Taxation of Individuals

Income Tax

Income is taxable on either of two criteria:

  • Residence in the Isle of Man of the taxpayer - the taxpayer’s worldwide income is taxable.
  • Isle of Man source income arising or accruing to a non-resident of the Island.

An individual’s income tax liability is capped at £100,000.00 or £200,000.00 in the case of a jointly assessed married couple.

A person who spends more than six months in the Isle of Man will be regarded as a resident. An individual who has Isle of Man accommodation available for use but the total period of whose residence, together with that of his family, in two consecutive years does not exceed four months may elect to be treated (for income tax purposes) as a non-resident. There are detailed rules regarding the commencement and termination of residence.

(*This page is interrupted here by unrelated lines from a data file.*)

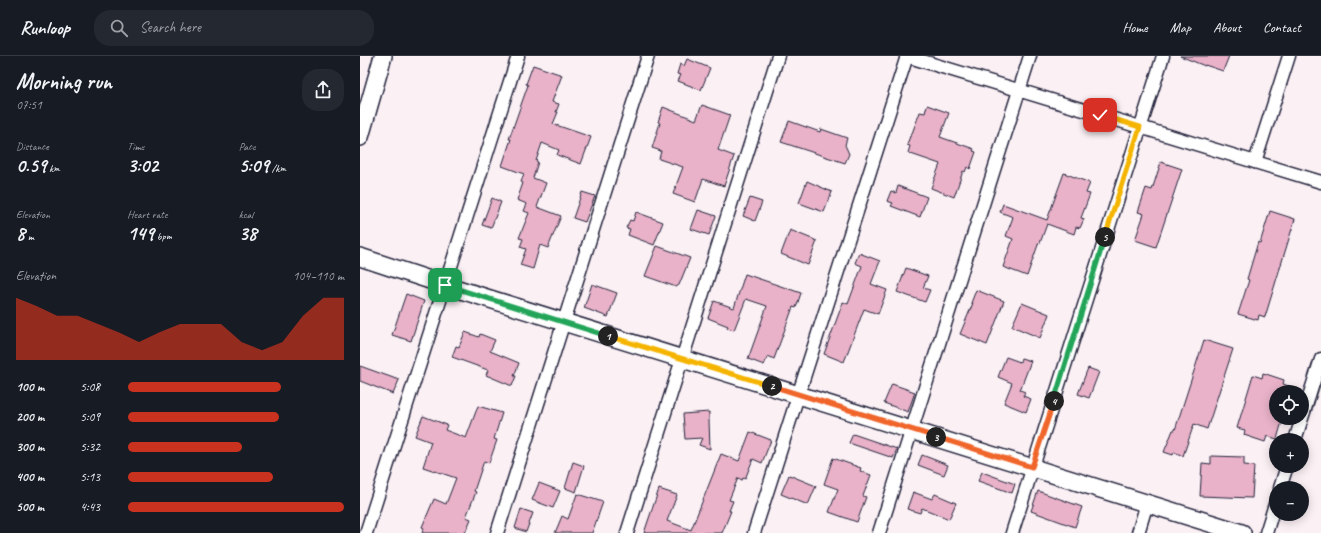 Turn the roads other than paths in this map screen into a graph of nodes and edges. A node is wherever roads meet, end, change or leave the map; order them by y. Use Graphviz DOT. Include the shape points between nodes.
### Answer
graph roads {
  1 [pos="383,56"];
  2 [pos="518,56"];
  3 [pos="648,56"];
  4 [pos="778,56"];
  5 [pos="907,56"];
  6 [pos="1030,56"];
  7 [pos="1163,56"];
  8 [pos="1289,56"];
  9 [pos="1019,90"];
  10 [pos="1140,127"];
  11 [pos="360,137"];
  12 [pos="1255,162"];
  13 [pos="1321,182"];
  14 [pos="360,257"];
  15 [pos="445,285"];
  16 [pos="564,322"];
  17 [pos="682,359"];
  18 [pos="1321,359"];
  19 [pos="798,395"];
  20 [pos="911,430"];
  21 [pos="1297,433"];
  22 [pos="1032,467"];
  23 [pos="1147,503"];
  24 [pos="1270,521"];
  25 [pos="366,533"];
  26 [pos="497,533"];
  27 [pos="627,533"];
  28 [pos="754,533"];
  29 [pos="878,533"];
  30 [pos="1012,533"];
  31 [pos="1138,533"];
  32 [pos="1242,533"];
  33 [pos="1266,533"];
  1 -- 11 [label="main road"];
  2 -- 15 [label="street"];
  3 -- 16 [label="street"];
  4 -- 17 [label="street"];
  5 -- 9 [label="street"];
  5 -- 19 [label="street"];
  6 -- 9 [label="street"];
  7 -- 10 [label="street"];
  8 -- 12 [label="street"];
  9 -- 10 [label="street"];
  9 -- 20 [label="street"];
  10 -- 12 [label="street"];
  10 -- 22 [label="street"];
  12 -- 13 [label="street"];
  14 -- 15 [label="main road"];
  15 -- 16 [label="main road"];
  15 -- 25 [label="street"];
  16 -- 17 [label="main road"];
  16 -- 26 [label="street"];
  17 -- 19 [label="main road"];
  17 -- 27 [label="street"];
  18 -- 21 [label="street"];
  19 -- 20 [label="main road"];
  19 -- 28 [label="street"];
  20 -- 22 [label="main road"];
  20 -- 29 [label="street"];
  22 -- 23 [label="main road"];
  22 -- 30 [label="street"];
  23 -- 31 [label="street"];
  23 -- 32 [label="main road"];
  24 -- 33 [label="street"];
} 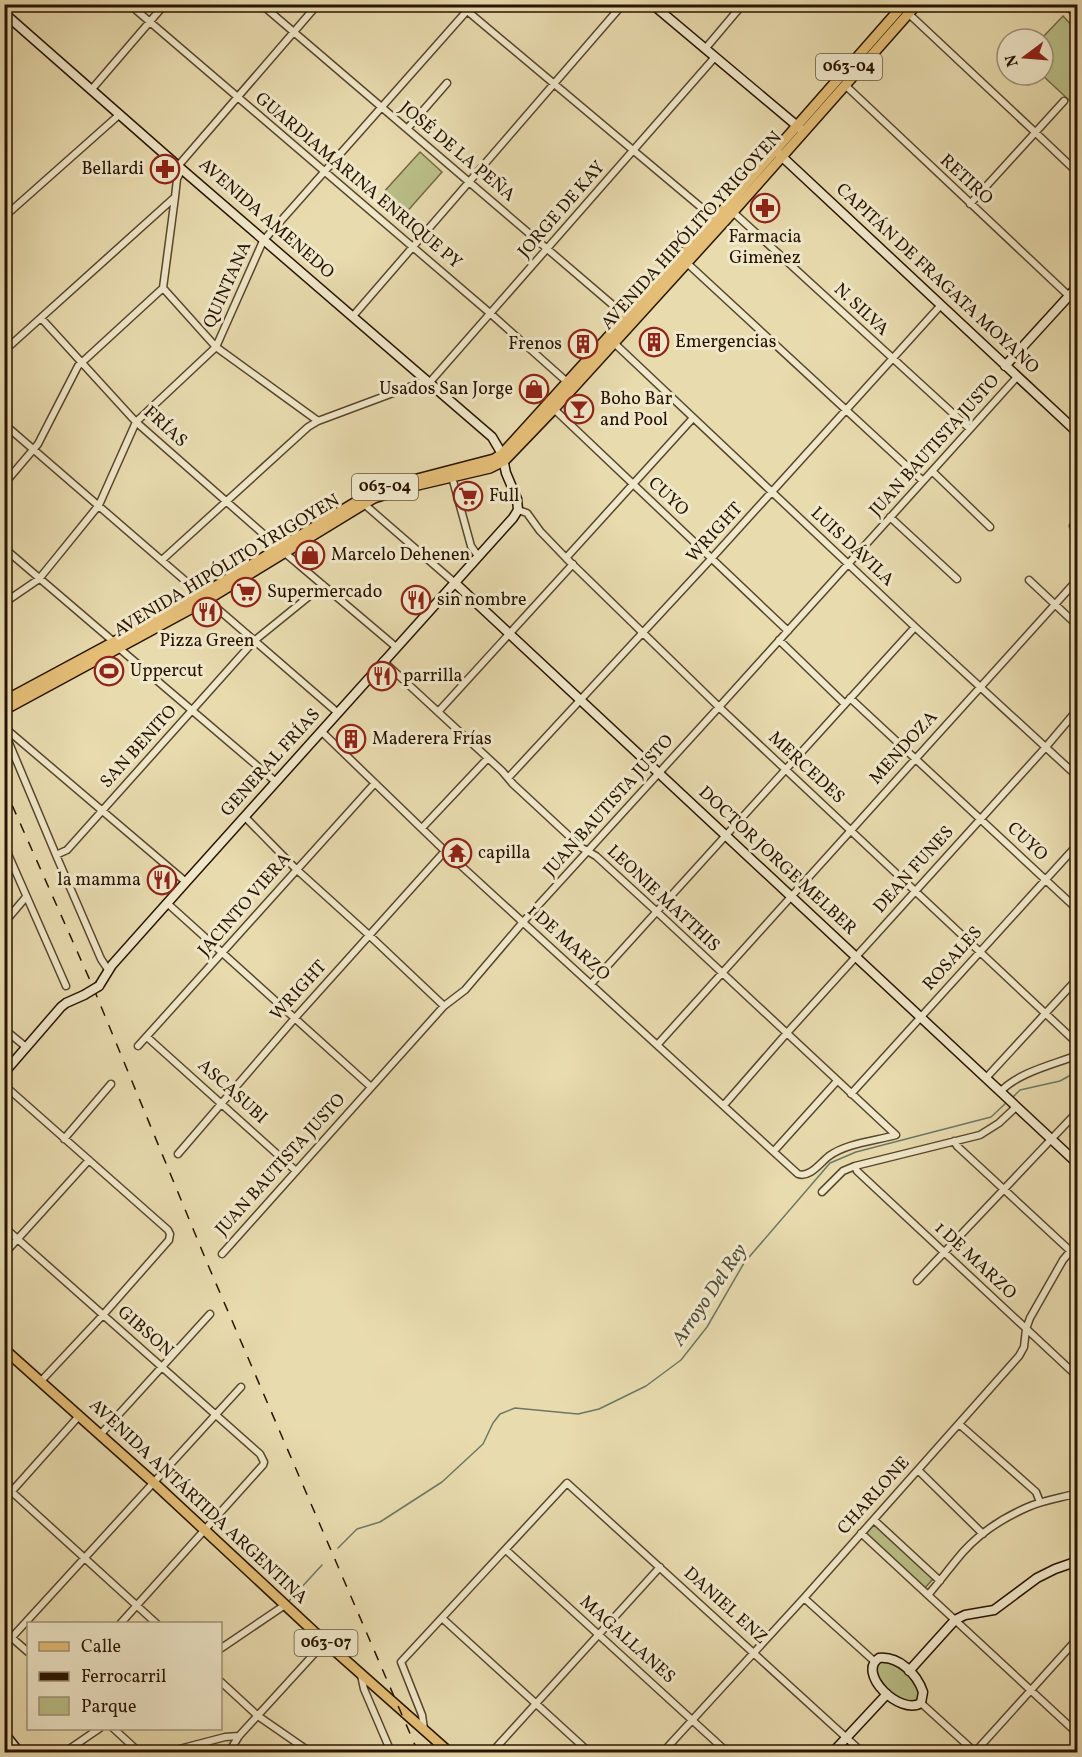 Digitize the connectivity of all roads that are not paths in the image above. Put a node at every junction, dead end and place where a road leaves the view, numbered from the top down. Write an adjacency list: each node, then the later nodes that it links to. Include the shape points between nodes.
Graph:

An individual’s gross income is subject to various reliefs and allowances. All resident taxpayers are entitled to a personal allowance. Each of a husband and wife is entitled to a personal allowance. The personal allowance of one member of a married couple may be wholly of partly transferred to the other member. Relief is allowed (at the highest marginal rate) for loan interest paid to an Isle of Man institution and for contributions made to an approved pension scheme. Expenditure incurred wholly and exclusively for the purpose of a profession or trade is also allowable.

There are special rules dealing with the valuation (for income tax purposes) of benefits in kind, particularly cars provided by employers.

National Insurance Contributions

The rate varies according to whether the individual is employed or self employed.

Losses

The schedular system of income tax means that losses arising in one schedule must first be set against income arising in the same year in the same schedule. Any surplus losses may be carried forward and set against the first available profits of the same schedule in a subsequent tax year; losses may be carried forward until relieved in full.

Double Taxation Relief

The only double taxation agreement to which the Isle of Man is a party is with the United Kingdom:

this provides that:

  • trading profits belonging to a resident of one territory are taxable there unless attributable to a permanent establishment in the other territory;
  • profits from operating ships and aircraft by a resident of one territory are taxable there;
  • certain personal services performed in a territory are exempt in that territory if performed by a resident of another territory for a resident of that other territory; and
  • in circumstances where there might otherwise be a liability to double taxation, which is possible in the case of dividend income and interest, relief may be allowed.

Recent negotiation between the Isle of Man and Sweden, Norway, Finland, Iceland, Denmark, Greenland and the Faroe Islands have resulted in agreements between Isle of Man and the seven members of the Nordic Council in the areas of double taxation for individuals, companies, shipping and aircraft. It also provides for an agreement on the exchange of information (in line with the OECD principles of effective exchange of information). A similar agreement is now in operation between the Isle of Man and the Netherlands.